[Saved data entries]

○ ○ ○ ○

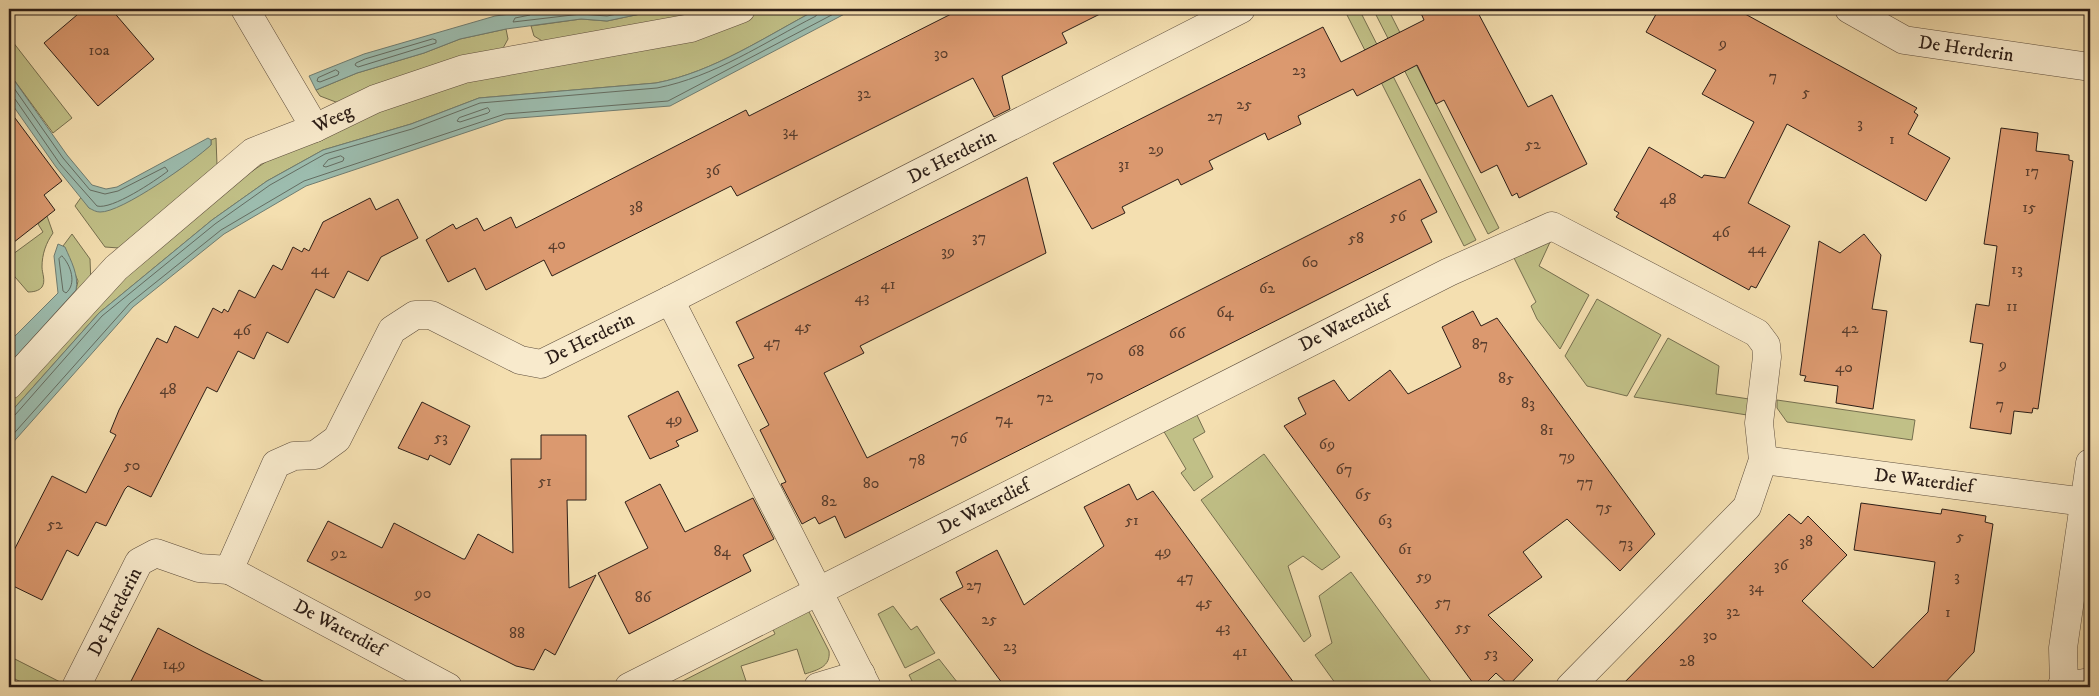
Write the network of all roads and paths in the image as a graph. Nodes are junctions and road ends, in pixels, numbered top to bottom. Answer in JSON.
{"nodes":[{"id":1,"x":245,"y":9,"type":"edge"},
{"id":2,"x":741,"y":9,"type":"edge"},
{"id":3,"x":1242,"y":9,"type":"edge"},
{"id":4,"x":1849,"y":9,"type":"edge"},
{"id":5,"x":2090,"y":67,"type":"edge"},
{"id":6,"x":314,"y":128,"type":"junction"},
{"id":7,"x":670,"y":300,"type":"junction"},
{"id":8,"x":9,"y":386,"type":"edge"},
{"id":9,"x":1763,"y":460,"type":"junction"},
{"id":10,"x":2090,"y":463,"type":"edge"},
{"id":11,"x":2085,"y":502,"type":"junction"},
{"id":12,"x":229,"y":570,"type":"junction"},
{"id":13,"x":818,"y":591,"type":"junction"},
{"id":14,"x":864,"y":680,"type":"edge"},
{"id":15,"x":2072,"y":685,"type":"edge"},
{"id":16,"x":76,"y":687,"type":"edge"},
{"id":17,"x":448,"y":687,"type":"edge"},
{"id":18,"x":629,"y":687,"type":"edge"},
{"id":19,"x":818,"y":687,"type":"edge"},
{"id":20,"x":1570,"y":687,"type":"edge"}],
"edges":[{"from":1,"to":6,"type":"street"},
{"from":2,"to":6,"type":"street","name":"Weeg"},
{"from":3,"to":7,"type":"street","name":"De Herderin"},
{"from":4,"to":5,"type":"street","name":"De Herderin"},
{"from":6,"to":8,"type":"street","name":"Weeg"},
{"from":7,"to":12,"type":"street","name":"De Herderin"},
{"from":7,"to":13,"type":"street"},
{"from":9,"to":11,"type":"street","name":"De Waterdief"},
{"from":9,"to":13,"type":"street","name":"De Waterdief"},
{"from":9,"to":20,"type":"street","name":"De Waterdief"},
{"from":10,"to":11,"type":"street"},
{"from":11,"to":15,"type":"street"},
{"from":12,"to":16,"type":"street","name":"De Herderin"},
{"from":12,"to":17,"type":"street","name":"De Waterdief"},
{"from":13,"to":14,"type":"street"},
{"from":13,"to":18,"type":"street","name":"De Waterdief"},
{"from":14,"to":19,"type":"street"}]}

○ ○ ○ ○

• [AIM OF THE TASK] Copy out the data above exactly, except the pictures.

• [RESULT]
Write the network of all roads and paths in the image as a graph. Nodes are junctions and road ends, in pixels, numbered top to bottom. Answer in JSON.
{"nodes":[{"id":1,"x":245,"y":9,"type":"edge"},
{"id":2,"x":741,"y":9,"type":"edge"},
{"id":3,"x":1242,"y":9,"type":"edge"},
{"id":4,"x":1849,"y":9,"type":"edge"},
{"id":5,"x":2090,"y":67,"type":"edge"},
{"id":6,"x":314,"y":128,"type":"junction"},
{"id":7,"x":670,"y":300,"type":"junction"},
{"id":8,"x":9,"y":386,"type":"edge"},
{"id":9,"x":1763,"y":460,"type":"junction"},
{"id":10,"x":2090,"y":463,"type":"edge"},
{"id":11,"x":2085,"y":502,"type":"junction"},
{"id":12,"x":229,"y":570,"type":"junction"},
{"id":13,"x":818,"y":591,"type":"junction"},
{"id":14,"x":864,"y":680,"type":"edge"},
{"id":15,"x":2072,"y":685,"type":"edge"},
{"id":16,"x":76,"y":687,"type":"edge"},
{"id":17,"x":448,"y":687,"type":"edge"},
{"id":18,"x":629,"y":687,"type":"edge"},
{"id":19,"x":818,"y":687,"type":"edge"},
{"id":20,"x":1570,"y":687,"type":"edge"}],
"edges":[{"from":1,"to":6,"type":"street"},
{"from":2,"to":6,"type":"street","name":"Weeg"},
{"from":3,"to":7,"type":"street","name":"De Herderin"},
{"from":4,"to":5,"type":"street","name":"De Herderin"},
{"from":6,"to":8,"type":"street","name":"Weeg"},
{"from":7,"to":12,"type":"street","name":"De Herderin"},
{"from":7,"to":13,"type":"street"},
{"from":9,"to":11,"type":"street","name":"De Waterdief"},
{"from":9,"to":13,"type":"street","name":"De Waterdief"},
{"from":9,"to":20,"type":"street","name":"De Waterdief"},
{"from":10,"to":11,"type":"street"},
{"from":11,"to":15,"type":"street"},
{"from":12,"to":16,"type":"street","name":"De Herderin"},
{"from":12,"to":17,"type":"street","name":"De Waterdief"},
{"from":13,"to":14,"type":"street"},
{"from":13,"to":18,"type":"street","name":"De Waterdief"},
{"from":14,"to":19,"type":"street"}]}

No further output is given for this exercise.